All the little homes and shops were all burnt to ashes. Soon after they dropped an atomic bomb on Hiroshima and Nagasaki. Japan finally surrendered. Then the American occupation swarmed in everywhere. They came in jeeps and big trucks. Lots of officers of the American Forces stayed there for R & R.

The shoes that Tilde had had for years had holes in the bottoms as she walked up and down the hill to a Japanese hotel in Sengokuhara, but no one seemed to notice. She was a Red Cross hostess to the American soldiers taking R&R at the hotel after the Japanese surrender that August 1944 (Occupation of Japan, 2017). She said the soldiers were nice and polite. She had dates and went to dances every Saturday night. She received several marriage proposals, but fell in love with and married one serviceman who noticed the holes in her shoes and bought her a new pair, he was Robert Turney from Memphis, Tennessee, USA. They married in April of 1946 and lived in a Quonset hut, a prefabricated semi-circular structure, (Quonset hut, 2017) on the army base in Yokohama.

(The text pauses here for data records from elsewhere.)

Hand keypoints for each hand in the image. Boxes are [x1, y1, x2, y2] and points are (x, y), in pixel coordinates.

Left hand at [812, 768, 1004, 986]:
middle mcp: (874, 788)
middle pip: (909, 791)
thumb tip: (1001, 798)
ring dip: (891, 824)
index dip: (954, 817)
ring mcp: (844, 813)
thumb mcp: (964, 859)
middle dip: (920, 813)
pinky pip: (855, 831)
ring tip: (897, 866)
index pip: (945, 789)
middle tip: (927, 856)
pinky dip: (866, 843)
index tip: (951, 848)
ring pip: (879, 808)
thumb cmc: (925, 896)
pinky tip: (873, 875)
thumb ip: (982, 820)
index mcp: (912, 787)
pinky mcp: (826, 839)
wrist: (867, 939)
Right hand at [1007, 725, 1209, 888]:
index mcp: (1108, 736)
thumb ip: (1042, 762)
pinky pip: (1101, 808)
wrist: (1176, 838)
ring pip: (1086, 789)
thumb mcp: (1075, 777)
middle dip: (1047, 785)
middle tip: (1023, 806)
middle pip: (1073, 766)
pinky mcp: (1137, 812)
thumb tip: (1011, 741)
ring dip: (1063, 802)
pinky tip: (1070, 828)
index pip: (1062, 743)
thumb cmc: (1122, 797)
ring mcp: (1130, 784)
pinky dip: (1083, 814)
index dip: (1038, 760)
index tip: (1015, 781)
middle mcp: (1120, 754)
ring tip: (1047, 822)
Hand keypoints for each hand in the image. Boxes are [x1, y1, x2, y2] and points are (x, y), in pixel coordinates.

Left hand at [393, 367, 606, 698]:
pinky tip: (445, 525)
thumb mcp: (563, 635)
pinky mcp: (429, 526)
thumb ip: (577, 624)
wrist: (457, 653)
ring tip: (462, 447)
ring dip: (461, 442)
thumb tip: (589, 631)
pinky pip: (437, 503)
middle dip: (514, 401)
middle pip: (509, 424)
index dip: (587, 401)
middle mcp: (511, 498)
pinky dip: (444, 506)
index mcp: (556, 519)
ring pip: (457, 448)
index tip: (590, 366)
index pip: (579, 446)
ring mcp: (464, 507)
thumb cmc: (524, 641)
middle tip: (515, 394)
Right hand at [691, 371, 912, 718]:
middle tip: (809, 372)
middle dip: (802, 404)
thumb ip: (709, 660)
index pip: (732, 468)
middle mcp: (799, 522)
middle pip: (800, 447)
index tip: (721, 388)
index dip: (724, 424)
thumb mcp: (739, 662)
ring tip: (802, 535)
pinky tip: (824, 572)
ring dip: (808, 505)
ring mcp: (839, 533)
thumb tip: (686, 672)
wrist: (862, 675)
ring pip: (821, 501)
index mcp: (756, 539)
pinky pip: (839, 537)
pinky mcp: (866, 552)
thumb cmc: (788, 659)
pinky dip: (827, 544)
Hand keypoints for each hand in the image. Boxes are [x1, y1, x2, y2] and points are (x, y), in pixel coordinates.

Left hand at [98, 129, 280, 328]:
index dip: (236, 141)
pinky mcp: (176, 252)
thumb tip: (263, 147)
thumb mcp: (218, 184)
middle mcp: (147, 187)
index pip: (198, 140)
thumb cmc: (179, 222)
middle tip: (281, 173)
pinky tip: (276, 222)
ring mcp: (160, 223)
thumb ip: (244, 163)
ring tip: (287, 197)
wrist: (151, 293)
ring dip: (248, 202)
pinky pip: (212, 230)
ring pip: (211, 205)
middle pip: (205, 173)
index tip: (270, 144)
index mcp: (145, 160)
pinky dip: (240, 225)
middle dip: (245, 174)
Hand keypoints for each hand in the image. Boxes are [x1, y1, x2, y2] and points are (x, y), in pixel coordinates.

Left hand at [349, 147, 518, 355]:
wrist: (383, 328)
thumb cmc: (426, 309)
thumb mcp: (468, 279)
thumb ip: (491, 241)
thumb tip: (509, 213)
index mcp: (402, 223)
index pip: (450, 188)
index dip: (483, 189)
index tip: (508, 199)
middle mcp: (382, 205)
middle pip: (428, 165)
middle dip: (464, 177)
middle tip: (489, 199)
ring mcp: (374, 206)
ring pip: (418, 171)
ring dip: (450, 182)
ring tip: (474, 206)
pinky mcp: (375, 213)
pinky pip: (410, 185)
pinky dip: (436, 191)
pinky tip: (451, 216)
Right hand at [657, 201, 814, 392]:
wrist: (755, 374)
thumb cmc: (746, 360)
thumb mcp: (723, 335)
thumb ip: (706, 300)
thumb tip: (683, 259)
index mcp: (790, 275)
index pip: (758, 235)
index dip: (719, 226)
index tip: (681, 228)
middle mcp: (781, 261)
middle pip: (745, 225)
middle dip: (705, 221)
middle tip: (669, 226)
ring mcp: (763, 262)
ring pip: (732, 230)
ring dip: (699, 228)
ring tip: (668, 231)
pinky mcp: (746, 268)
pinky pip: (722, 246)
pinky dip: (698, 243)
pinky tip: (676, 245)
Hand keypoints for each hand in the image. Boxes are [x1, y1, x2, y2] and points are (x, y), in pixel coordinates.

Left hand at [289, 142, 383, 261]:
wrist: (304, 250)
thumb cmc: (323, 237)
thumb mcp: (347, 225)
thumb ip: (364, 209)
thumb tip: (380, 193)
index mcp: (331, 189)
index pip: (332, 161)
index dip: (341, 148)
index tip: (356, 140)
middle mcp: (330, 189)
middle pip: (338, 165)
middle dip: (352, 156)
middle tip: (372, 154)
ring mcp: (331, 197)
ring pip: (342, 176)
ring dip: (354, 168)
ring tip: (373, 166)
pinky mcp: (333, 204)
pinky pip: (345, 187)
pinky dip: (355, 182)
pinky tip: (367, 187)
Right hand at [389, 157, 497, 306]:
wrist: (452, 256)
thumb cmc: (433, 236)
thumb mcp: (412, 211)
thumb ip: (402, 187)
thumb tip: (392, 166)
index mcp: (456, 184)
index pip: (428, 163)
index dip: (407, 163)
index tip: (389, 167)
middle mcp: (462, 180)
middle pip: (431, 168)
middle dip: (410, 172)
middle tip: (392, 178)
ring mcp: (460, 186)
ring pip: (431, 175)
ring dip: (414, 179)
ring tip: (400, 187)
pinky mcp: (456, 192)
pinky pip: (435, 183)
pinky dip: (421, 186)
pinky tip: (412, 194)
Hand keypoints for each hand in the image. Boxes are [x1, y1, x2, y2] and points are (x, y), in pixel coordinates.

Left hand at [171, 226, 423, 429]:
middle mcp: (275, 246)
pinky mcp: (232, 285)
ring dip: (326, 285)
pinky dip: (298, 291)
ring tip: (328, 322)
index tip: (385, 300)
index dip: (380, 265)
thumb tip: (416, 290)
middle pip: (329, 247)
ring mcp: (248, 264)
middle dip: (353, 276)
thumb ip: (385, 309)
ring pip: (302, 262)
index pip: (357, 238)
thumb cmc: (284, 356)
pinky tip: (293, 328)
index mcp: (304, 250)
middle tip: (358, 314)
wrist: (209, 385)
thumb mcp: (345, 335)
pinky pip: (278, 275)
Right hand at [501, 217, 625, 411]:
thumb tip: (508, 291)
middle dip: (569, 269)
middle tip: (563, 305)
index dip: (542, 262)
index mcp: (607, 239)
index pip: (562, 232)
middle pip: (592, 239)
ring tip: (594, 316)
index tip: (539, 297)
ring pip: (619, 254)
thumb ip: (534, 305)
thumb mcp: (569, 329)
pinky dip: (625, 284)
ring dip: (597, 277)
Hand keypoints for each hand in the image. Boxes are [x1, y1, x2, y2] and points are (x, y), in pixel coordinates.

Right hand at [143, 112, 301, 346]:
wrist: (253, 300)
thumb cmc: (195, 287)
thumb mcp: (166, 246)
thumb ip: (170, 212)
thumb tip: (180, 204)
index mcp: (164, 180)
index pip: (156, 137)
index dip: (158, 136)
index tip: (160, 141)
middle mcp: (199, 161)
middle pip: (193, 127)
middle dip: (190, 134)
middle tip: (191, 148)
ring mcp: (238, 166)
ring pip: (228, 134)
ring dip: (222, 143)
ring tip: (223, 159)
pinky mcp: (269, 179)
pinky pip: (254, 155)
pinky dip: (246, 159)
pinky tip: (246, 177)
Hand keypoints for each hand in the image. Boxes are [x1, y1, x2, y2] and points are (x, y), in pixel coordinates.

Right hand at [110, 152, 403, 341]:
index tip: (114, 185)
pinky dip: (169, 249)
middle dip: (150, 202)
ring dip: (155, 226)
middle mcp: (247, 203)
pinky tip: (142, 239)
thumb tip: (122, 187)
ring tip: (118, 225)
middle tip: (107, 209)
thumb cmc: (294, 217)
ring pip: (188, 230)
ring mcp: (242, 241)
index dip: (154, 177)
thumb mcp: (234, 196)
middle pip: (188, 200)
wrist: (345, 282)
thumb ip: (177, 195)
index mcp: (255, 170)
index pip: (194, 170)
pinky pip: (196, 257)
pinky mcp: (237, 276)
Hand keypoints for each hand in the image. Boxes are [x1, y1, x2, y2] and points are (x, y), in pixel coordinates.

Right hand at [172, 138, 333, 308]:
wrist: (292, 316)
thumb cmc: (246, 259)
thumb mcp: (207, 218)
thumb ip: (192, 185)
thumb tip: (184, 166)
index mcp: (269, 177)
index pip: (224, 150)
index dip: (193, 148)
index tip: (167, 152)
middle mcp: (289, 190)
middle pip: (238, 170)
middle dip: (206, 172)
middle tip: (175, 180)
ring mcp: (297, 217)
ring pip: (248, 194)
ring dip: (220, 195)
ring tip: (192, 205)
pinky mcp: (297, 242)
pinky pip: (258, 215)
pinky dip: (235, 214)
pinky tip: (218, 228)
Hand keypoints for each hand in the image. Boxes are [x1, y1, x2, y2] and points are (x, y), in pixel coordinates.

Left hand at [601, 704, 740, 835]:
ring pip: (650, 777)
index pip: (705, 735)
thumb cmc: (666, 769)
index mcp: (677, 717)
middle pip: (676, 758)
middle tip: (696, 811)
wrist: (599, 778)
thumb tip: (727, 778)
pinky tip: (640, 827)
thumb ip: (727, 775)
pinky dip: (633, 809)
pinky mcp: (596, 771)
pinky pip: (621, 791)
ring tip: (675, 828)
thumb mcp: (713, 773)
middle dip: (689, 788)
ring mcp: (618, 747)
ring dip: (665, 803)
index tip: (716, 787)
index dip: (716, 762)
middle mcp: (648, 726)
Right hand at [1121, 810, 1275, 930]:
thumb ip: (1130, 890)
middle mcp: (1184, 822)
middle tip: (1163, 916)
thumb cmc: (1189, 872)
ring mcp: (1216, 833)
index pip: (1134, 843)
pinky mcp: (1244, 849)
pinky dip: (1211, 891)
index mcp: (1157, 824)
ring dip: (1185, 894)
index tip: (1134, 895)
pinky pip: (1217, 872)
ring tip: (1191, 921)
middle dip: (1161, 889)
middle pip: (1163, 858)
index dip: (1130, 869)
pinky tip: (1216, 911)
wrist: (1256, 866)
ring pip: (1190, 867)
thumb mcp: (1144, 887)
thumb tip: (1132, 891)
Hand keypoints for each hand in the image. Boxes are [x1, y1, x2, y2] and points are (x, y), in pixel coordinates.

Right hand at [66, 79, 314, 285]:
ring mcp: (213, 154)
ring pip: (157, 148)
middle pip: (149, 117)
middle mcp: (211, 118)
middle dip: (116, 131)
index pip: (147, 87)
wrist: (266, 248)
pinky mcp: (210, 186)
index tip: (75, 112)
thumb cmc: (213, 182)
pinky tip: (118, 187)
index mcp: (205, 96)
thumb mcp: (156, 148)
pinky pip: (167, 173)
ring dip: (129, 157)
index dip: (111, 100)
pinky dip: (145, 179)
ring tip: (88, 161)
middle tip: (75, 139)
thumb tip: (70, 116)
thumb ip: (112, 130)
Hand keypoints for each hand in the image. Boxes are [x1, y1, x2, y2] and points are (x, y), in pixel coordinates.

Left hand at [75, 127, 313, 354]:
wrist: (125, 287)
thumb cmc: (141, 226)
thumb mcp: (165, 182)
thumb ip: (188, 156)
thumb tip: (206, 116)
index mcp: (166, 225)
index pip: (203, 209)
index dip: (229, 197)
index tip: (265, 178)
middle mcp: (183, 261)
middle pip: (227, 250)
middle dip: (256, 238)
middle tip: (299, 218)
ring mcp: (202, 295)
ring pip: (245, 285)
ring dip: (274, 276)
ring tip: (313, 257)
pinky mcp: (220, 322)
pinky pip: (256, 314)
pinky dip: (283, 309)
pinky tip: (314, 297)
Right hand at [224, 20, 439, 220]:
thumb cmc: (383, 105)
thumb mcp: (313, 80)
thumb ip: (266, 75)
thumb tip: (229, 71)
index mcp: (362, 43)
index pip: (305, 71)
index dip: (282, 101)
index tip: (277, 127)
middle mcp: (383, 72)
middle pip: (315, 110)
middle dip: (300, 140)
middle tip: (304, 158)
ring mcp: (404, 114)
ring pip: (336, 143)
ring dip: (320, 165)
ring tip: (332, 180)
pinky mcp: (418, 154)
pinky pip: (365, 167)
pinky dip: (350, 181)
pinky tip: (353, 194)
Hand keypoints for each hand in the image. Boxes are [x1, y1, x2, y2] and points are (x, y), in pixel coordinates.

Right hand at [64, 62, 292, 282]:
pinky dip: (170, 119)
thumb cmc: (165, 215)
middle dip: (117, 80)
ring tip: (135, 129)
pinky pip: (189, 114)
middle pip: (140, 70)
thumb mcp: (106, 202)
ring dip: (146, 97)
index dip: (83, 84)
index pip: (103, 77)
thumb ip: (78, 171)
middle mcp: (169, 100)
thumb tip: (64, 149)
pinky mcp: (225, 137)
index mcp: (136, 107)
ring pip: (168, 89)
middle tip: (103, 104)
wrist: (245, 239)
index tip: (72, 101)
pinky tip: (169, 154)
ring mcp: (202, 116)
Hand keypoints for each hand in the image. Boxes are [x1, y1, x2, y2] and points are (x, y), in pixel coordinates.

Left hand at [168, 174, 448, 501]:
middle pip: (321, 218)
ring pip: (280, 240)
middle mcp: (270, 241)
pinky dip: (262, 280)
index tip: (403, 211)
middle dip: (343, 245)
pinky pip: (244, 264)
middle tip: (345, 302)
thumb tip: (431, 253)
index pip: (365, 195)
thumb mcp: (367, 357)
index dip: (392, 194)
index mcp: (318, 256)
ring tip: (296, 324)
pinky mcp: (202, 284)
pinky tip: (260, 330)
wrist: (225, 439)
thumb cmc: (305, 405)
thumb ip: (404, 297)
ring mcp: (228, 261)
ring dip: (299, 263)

Tilde on the Army Base Tilde and Robert Holding My Dad and Uncle Richard

Tilde’s family waved good-bye to them as they left the following September in 1946. She writes of seeing her mother Lina’s old face and wished she had never left her. A long trip to America followed aboard the army transport ship the “Monterey” to San Francisco. This leg of her trip was followed by a trip on a train, alone, to Memphis to meet her new Mother and Father in Law.

Not long after Tilde left Japan her brothers and sister were repatriated back to Germany by the United States Government because they were “German”. Lina told that the U. S. government took everything they owned sending Lina to live in an Austrian compound in Karuizawa, Japan. Lina lived there with a guardian named Mr. Schreck until 1955 when she passed away. Tilde never got over the sorrow that she had left her mother all alone.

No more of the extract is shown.